Dlosor: Menjaga Lisan dan Perbuatan
Dlosor juga menuntun kita untuk menjaga lisan dan perbuatan agar tidak menyakiti orang lain.
"Dari Abdullah bin ‘Amr radhiyallahu ‘anhuma, ia berkata: Nabi ﷺ bersabda: “Seorang Muslim adalah orang yang kaum Muslimin selamat dari lisan dan tangannya.” (HR Al-Bukhari)"
Dlosor: Jalan Hidup yang Meninggikan
Pada akhirnya, dlosor bukan sekadar gerakan fisik, melainkan jalan hidup yang mengajarkan kita untuk membumikan diri dan menyadari bahwa manusia akan kembali ke bumi.
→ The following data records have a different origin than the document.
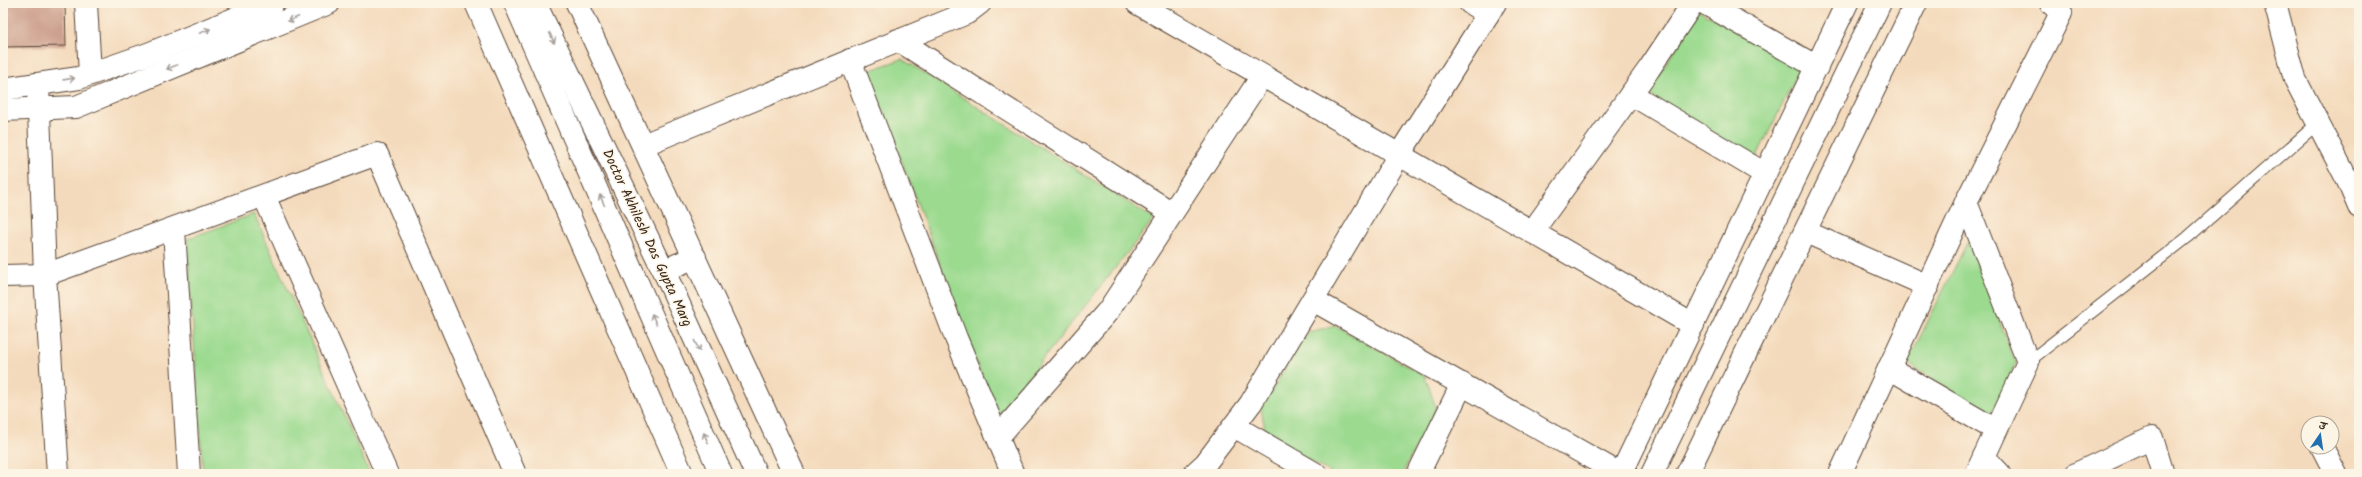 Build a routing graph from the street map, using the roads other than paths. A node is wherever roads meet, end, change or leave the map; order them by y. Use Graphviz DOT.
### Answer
graph roads {
  1 [pos="86,3"];
  2 [pos="273,3"];
  3 [pos="329,3"];
  4 [pos="476,3"];
  5 [pos="515,3"];
  6 [pos="536,3"];
  7 [pos="577,3"];
  8 [pos="980,3"];
  9 [pos="1137,3"];
  10 [pos="1693,3"];
  11 [pos="1704,3"];
  12 [pos="1847,3"];
  13 [pos="1880,3"];
  14 [pos="1916,3"];
  15 [pos="2051,3"];
  16 [pos="2274,3"];
  17 [pos="1484,6"];
  18 [pos="898,40"];
  19 [pos="850,60"];
  20 [pos="1817,67"];
  21 [pos="90,74"];
  22 [pos="1262,76"];
  23 [pos="38,84"];
  24 [pos="3,89"];
  25 [pos="1631,94"];
  26 [pos="39,109"];
  27 [pos="3,110"];
  28 [pos="2318,123"];
  29 [pos="643,145"];
  30 [pos="1399,155"];
  31 [pos="1765,174"];
  32 [pos="264,196"];
  33 [pos="1966,202"];
  34 [pos="2359,207"];
  35 [pos="1172,213"];
  36 [pos="174,229"];
  37 [pos="1532,232"];
  38 [pos="1806,232"];
  39 [pos="696,257"];
  40 [pos="658,263"];
  41 [pos="630,266"];
  42 [pos="45,275"];
  43 [pos="3,276"];
  44 [pos="1928,286"];
  45 [pos="1313,300"];
  46 [pos="1692,325"];
  47 [pos="2028,362"];
  48 [pos="1889,368"];
  49 [pos="1462,384"];
  50 [pos="1234,426"];
  51 [pos="1996,430"];
  52 [pos="998,437"];
  53 [pos="2326,455"];
  54 [pos="1980,466"];
  55 [pos="58,474"];
  56 [pos="189,474"];
  57 [pos="387,474"];
  58 [pos="515,474"];
  59 [pos="682,474"];
  60 [pos="721,474"];
  61 [pos="756,474"];
  62 [pos="794,474"];
  63 [pos="1013,474"];
  64 [pos="1194,474"];
  65 [pos="1316,474"];
  66 [pos="1418,474"];
  67 [pos="1620,474"];
  68 [pos="1652,474"];
  69 [pos="1687,474"];
  70 [pos="1840,474"];
  71 [pos="2000,474"];
  72 [pos="2076,474"];
  73 [pos="2163,474"];
  74 [pos="2336,474"];
  1 -- 21 [label="street"];
  21 -- 2 [label="street, one-way"];
  3 -- 26 [label="street, one-way"];
  4 -- 59 [label="street"];
  41 -- 5 [label="street, Doctor Akhilesh Das Gupta Marg, one-way"];
  6 -- 40 [label="street, Doctor Akhilesh Das Gupta Marg, one-way"];
  7 -- 29 [label="street"];
  8 -- 18 [label="street"];
  9 -- 22 [label="street"];
  10 -- 25 [label="street"];
  11 -- 20 [label="street"];
  12 -- 20 [label="street"];
  13 -- 68 [label="street"];
  14 -- 38 [label="street"];
  15 -- 33 [label="street"];
  16 -- 28 [label="street"];
  17 -- 30 [label="street"];
  18 -- 19 [label="street"];
  18 -- 35 [label="street"];
  19 -- 29 [label="street"];
  19 -- 52 [label="street"];
  20 -- 31 [label="street"];
  23 -- 21 [label="street, one-way"];
  22 -- 30 [label="street"];
  22 -- 35 [label="street"];
  23 -- 24 [label="street"];
  23 -- 26 [label="street"];
  25 -- 31 [label="street"];
  25 -- 37 [label="street"];
  26 -- 27 [label="street"];
  26 -- 42 [label="street"];
  28 -- 34 [label="street"];
  28 -- 47 [label="lane"];
  29 -- 39 [label="street"];
  30 -- 37 [label="street"];
  30 -- 45 [label="street"];
  31 -- 46 [label="street"];
  32 -- 36 [label="street"];
  32 -- 57 [label="street"];
  32 -- 58 [label="street"];
  33 -- 44 [label="street"];
  33 -- 47 [label="street"];
  35 -- 52 [label="street"];
  36 -- 42 [label="street"];
  36 -- 56 [label="street"];
  37 -- 46 [label="street"];
  38 -- 44 [label="street"];
  38 -- 69 [label="street"];
  39 -- 40 [label="street"];
  39 -- 62 [label="street"];
  40 -- 41 [label="street"];
  40 -- 61 [label="street, Doctor Akhilesh Das Gupta Marg, one-way"];
  60 -- 41 [label="street, Doctor Akhilesh Das Gupta Marg, one-way"];
  42 -- 43 [label="street"];
  42 -- 55 [label="street"];
  44 -- 48 [label="street"];
  45 -- 49 [label="street"];
  45 -- 50 [label="street"];
  46 -- 67 [label="street"];
  47 -- 51 [label="street"];
  48 -- 51 [label="street"];
  48 -- 70 [label="street"];
  49 -- 66 [label="street"];
  49 -- 67 [label="street"];
  50 -- 64 [label="street"];
  50 -- 65 [label="street"];
  51 -- 54 [label="street"];
  52 -- 63 [label="street"];
  53 -- 74 [label="street"];
  54 -- 71 [label="street"];
  72 -- 73 [label="street"];
}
"Pada akhirnya, dlosor dan dlosori bukan sekadar gerak tubuh, melainkan jalan hidup. Laku membumi yang menyadarkan kita bahwa manusia, betapa pun hebatnya, tetaplah tanah yang suatu saat akan kembali ke bumi. Dan justru karena merendah, ia diangkat tinggi oleh Sang Pemilik Ketinggian. Inilah seni merendah yang sesungguhnya meninggikan. Sebagaimana diingatkan Mahatma Gandhi: “Kerendahan hati adalah kunci setiap kebesaran sejati.”"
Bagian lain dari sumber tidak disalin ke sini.